Task prompt
Reproduce each entry exactly, so that everything except the pictures is carried over.

Stored data
=== Section Start ===

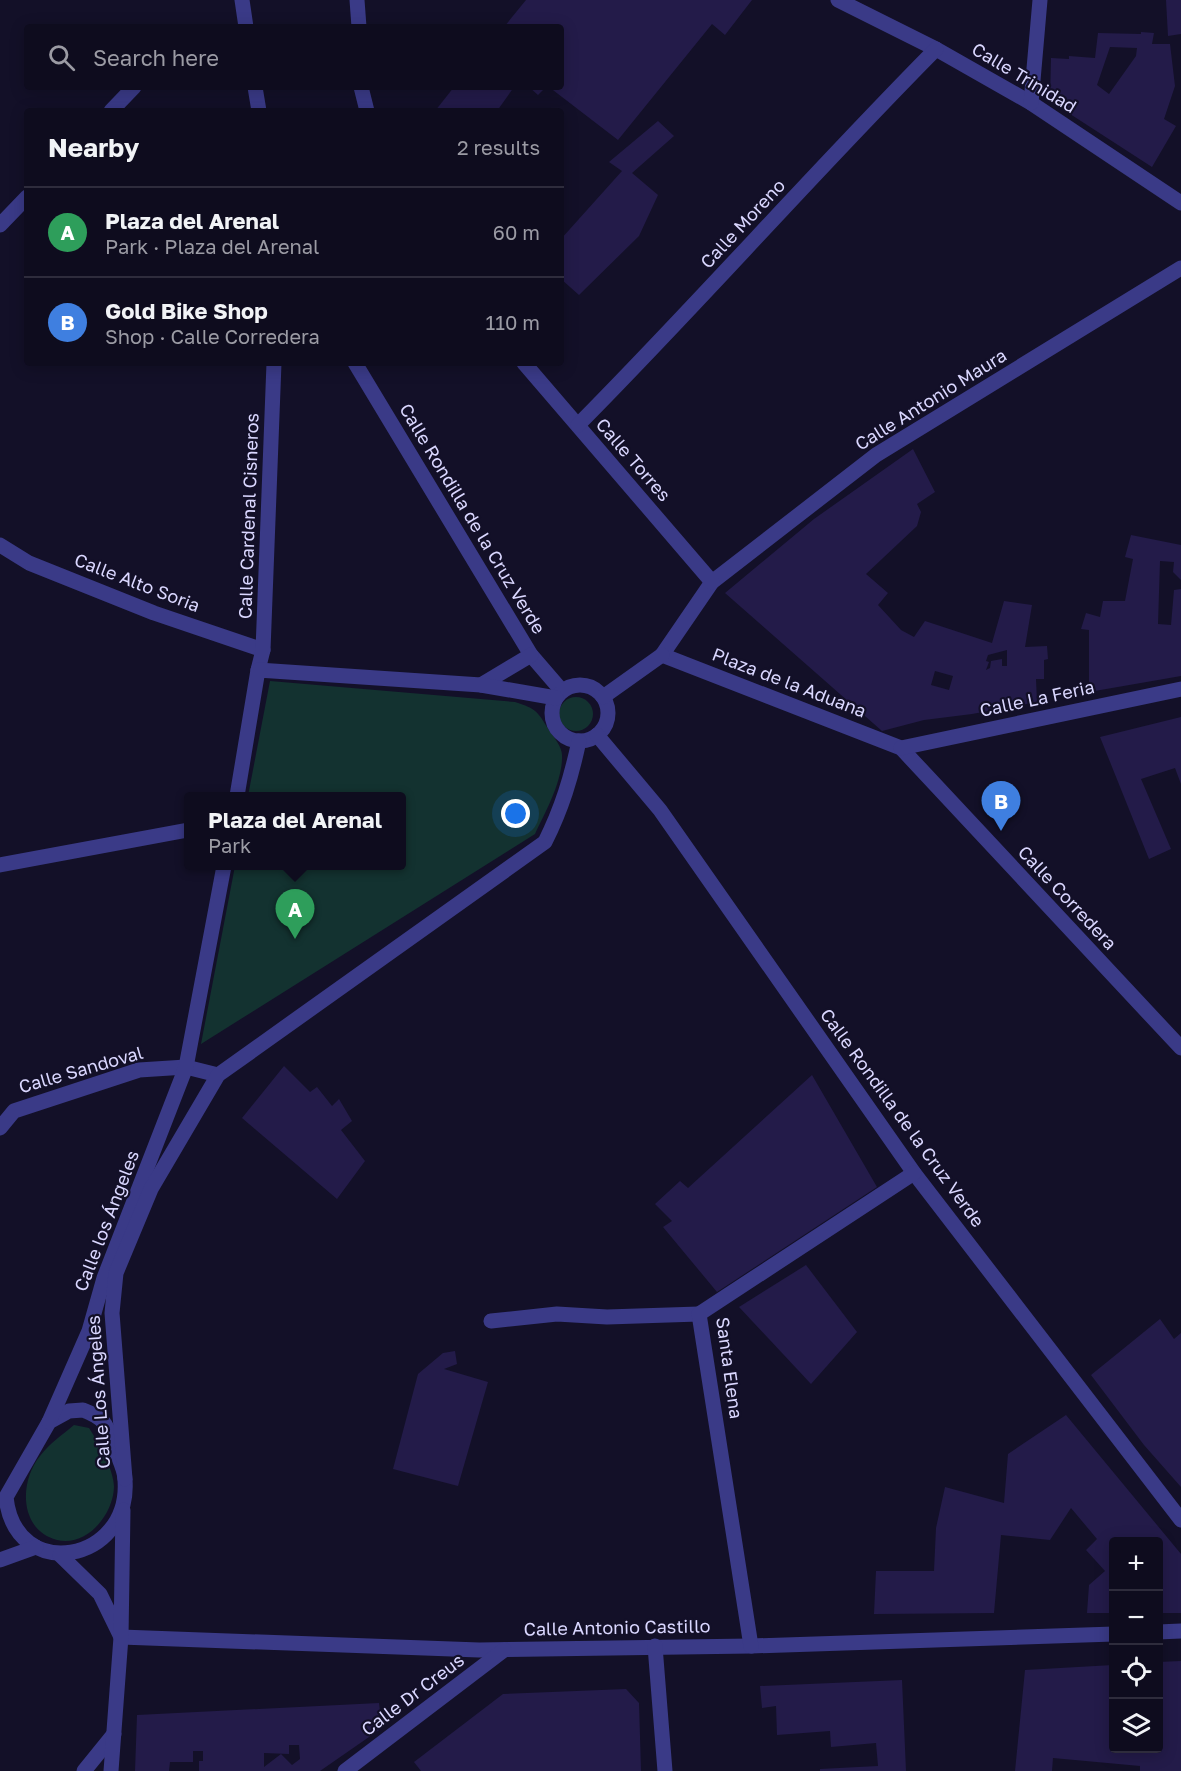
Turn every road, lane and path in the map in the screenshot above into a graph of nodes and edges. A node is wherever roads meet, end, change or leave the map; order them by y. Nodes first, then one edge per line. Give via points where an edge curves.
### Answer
1 (242, 0) edge
2 (357, 0) edge
3 (838, 0) edge
4 (1040, 0) edge
5 (246, 24) edge
6 (358, 24) edge
7 (936, 49) junction
8 (131, 90) edge
9 (256, 90) edge
10 (362, 90) edge
11 (1031, 103) junction
12 (114, 108) edge
13 (258, 108) edge
14 (366, 108) edge
15 (24, 200) edge
16 (1181, 203) edge
17 (0, 225) edge
18 (1181, 268) edge
19 (274, 366) edge
20 (357, 366) edge
21 (527, 366) edge
22 (578, 426) junction
23 (0, 545) edge
24 (712, 582) junction
25 (263, 650) junction
26 (531, 655) junction
27 (662, 655) junction
28 (258, 670) junction
29 (481, 685) junction
30 (1181, 689) edge
31 (559, 695) junction
32 (603, 697) junction
33 (597, 735) junction
34 (579, 741) junction
35 (901, 748) junction
36 (238, 792) edge
37 (184, 831) edge
38 (0, 865) edge
39 (223, 870) edge
40 (1181, 1048) edge
41 (186, 1067) junction
42 (218, 1075) junction
43 (0, 1128) edge
44 (914, 1173) junction
45 (699, 1314) junction
46 (491, 1321) dead end
47 (49, 1422) junction
48 (125, 1479) junction
49 (3, 1502) edge
50 (123, 1506) junction
51 (1181, 1520) edge
52 (36, 1547) junction
53 (60, 1555) junction
54 (0, 1560) edge
55 (1181, 1631) edge
56 (1163, 1632) edge
57 (1109, 1634) edge
58 (121, 1637) junction
59 (655, 1646) junction
60 (751, 1646) junction
61 (504, 1650) junction
62 (114, 1734) junction
63 (84, 1771) edge
64 (111, 1771) edge
65 (345, 1771) edge
66 (665, 1771) edge

1 - 5 street
2 - 6 street
3 - 7 street, Calle Trinidad
4 - 11 street
7 - 11 street, Calle Trinidad
7 - 22 street, Calle Moreno
8 - 12 street
9 - 13 street
10 - 14 street
11 - 16 street, Calle Trinidad
15 - 17 street
18 - 24 street, Calle Antonio Maura via 876,455
19 - 25 street, Calle Cardenal Cisneros
20 - 26 street, Calle Rondilla de la Cruz Verde
21 - 22 street, Calle Torres
22 - 24 street, Calle Torres
23 - 25 street, Calle Alto Soria via 29,562 123,600
24 - 27 street
25 - 28 street, Calle Cardenal Cisneros
26 - 29 street
26 - 31 street, Calle Rondilla de la Cruz Verde
27 - 32 street
27 - 35 street, Plaza de la Aduana
28 - 29 street
28 - 36 street, Calle Cardenal Cisneros
29 - 31 street
30 - 35 street, Calle La Feria
31 - 32 street via 570,687 588,686
31 - 34 street via 553,706 553,722 563,735
32 - 33 street via 606,724
33 - 34 street
33 - 44 street, Calle Rondilla de la Cruz Verde via 660,810
34 - 42 street via 561,810 545,842
35 - 40 street, Calle Corredera
37 - 38 street
39 - 41 street, Calle los Ángeles
41 - 42 street, Calle Sandoval
41 - 43 street, Calle Sandoval via 139,1070 14,1111
41 - 47 street, Calle los Ángeles via 104,1278 89,1331
42 - 48 street, Calle Los Ángeles via 151,1189 116,1273 112,1313
44 - 45 street, Santa Elena
44 - 51 street, Calle Rondilla de la Cruz Verde
45 - 46 street via 557,1314
45 - 60 street, Santa Elena
47 - 48 street via 69,1411 83,1410 99,1416 107,1426
47 - 49 street
48 - 50 street
49 - 52 street via 15,1528
50 - 53 street via 110,1532 101,1539 82,1550
50 - 58 street
52 - 53 street
52 - 54 street
53 - 58 street via 100,1594
55 - 56 street
57 - 60 street, Calle Antonio Castillo
58 - 61 street, Calle Antonio Castillo
58 - 62 street
59 - 60 street, Calle Antonio Castillo
59 - 61 street, Calle Antonio Castillo
59 - 66 street
61 - 65 street, Calle Dr Creus
62 - 63 street
62 - 64 street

=== Section End ===

Response to the task
Turn every road, lane and path in the map in the screenshot above into a graph of nodes and edges. A node is wherever roads meet, end, change or leave the map; order them by y. Nodes first, then one edge per line. Give via points where an edge curves.
### Answer
1 (242, 0) edge
2 (357, 0) edge
3 (838, 0) edge
4 (1040, 0) edge
5 (246, 24) edge
6 (358, 24) edge
7 (936, 49) junction
8 (131, 90) edge
9 (256, 90) edge
10 (362, 90) edge
11 (1031, 103) junction
12 (114, 108) edge
13 (258, 108) edge
14 (366, 108) edge
15 (24, 200) edge
16 (1181, 203) edge
17 (0, 225) edge
18 (1181, 268) edge
19 (274, 366) edge
20 (357, 366) edge
21 (527, 366) edge
22 (578, 426) junction
23 (0, 545) edge
24 (712, 582) junction
25 (263, 650) junction
26 (531, 655) junction
27 (662, 655) junction
28 (258, 670) junction
29 (481, 685) junction
30 (1181, 689) edge
31 (559, 695) junction
32 (603, 697) junction
33 (597, 735) junction
34 (579, 741) junction
35 (901, 748) junction
36 (238, 792) edge
37 (184, 831) edge
38 (0, 865) edge
39 (223, 870) edge
40 (1181, 1048) edge
41 (186, 1067) junction
42 (218, 1075) junction
43 (0, 1128) edge
44 (914, 1173) junction
45 (699, 1314) junction
46 (491, 1321) dead end
47 (49, 1422) junction
48 (125, 1479) junction
49 (3, 1502) edge
50 (123, 1506) junction
51 (1181, 1520) edge
52 (36, 1547) junction
53 (60, 1555) junction
54 (0, 1560) edge
55 (1181, 1631) edge
56 (1163, 1632) edge
57 (1109, 1634) edge
58 (121, 1637) junction
59 (655, 1646) junction
60 (751, 1646) junction
61 (504, 1650) junction
62 (114, 1734) junction
63 (84, 1771) edge
64 (111, 1771) edge
65 (345, 1771) edge
66 (665, 1771) edge

1 - 5 street
2 - 6 street
3 - 7 street, Calle Trinidad
4 - 11 street
7 - 11 street, Calle Trinidad
7 - 22 street, Calle Moreno
8 - 12 street
9 - 13 street
10 - 14 street
11 - 16 street, Calle Trinidad
15 - 17 street
18 - 24 street, Calle Antonio Maura via 876,455
19 - 25 street, Calle Cardenal Cisneros
20 - 26 street, Calle Rondilla de la Cruz Verde
21 - 22 street, Calle Torres
22 - 24 street, Calle Torres
23 - 25 street, Calle Alto Soria via 29,562 123,600
24 - 27 street
25 - 28 street, Calle Cardenal Cisneros
26 - 29 street
26 - 31 street, Calle Rondilla de la Cruz Verde
27 - 32 street
27 - 35 street, Plaza de la Aduana
28 - 29 street
28 - 36 street, Calle Cardenal Cisneros
29 - 31 street
30 - 35 street, Calle La Feria
31 - 32 street via 570,687 588,686
31 - 34 street via 553,706 553,722 563,735
32 - 33 street via 606,724
33 - 34 street
33 - 44 street, Calle Rondilla de la Cruz Verde via 660,810
34 - 42 street via 561,810 545,842
35 - 40 street, Calle Corredera
37 - 38 street
39 - 41 street, Calle los Ángeles
41 - 42 street, Calle Sandoval
41 - 43 street, Calle Sandoval via 139,1070 14,1111
41 - 47 street, Calle los Ángeles via 104,1278 89,1331
42 - 48 street, Calle Los Ángeles via 151,1189 116,1273 112,1313
44 - 45 street, Santa Elena
44 - 51 street, Calle Rondilla de la Cruz Verde
45 - 46 street via 557,1314
45 - 60 street, Santa Elena
47 - 48 street via 69,1411 83,1410 99,1416 107,1426
47 - 49 street
48 - 50 street
49 - 52 street via 15,1528
50 - 53 street via 110,1532 101,1539 82,1550
50 - 58 street
52 - 53 street
52 - 54 street
53 - 58 street via 100,1594
55 - 56 street
57 - 60 street, Calle Antonio Castillo
58 - 61 street, Calle Antonio Castillo
58 - 62 street
59 - 60 street, Calle Antonio Castillo
59 - 61 street, Calle Antonio Castillo
59 - 66 street
61 - 65 street, Calle Dr Creus
62 - 63 street
62 - 64 street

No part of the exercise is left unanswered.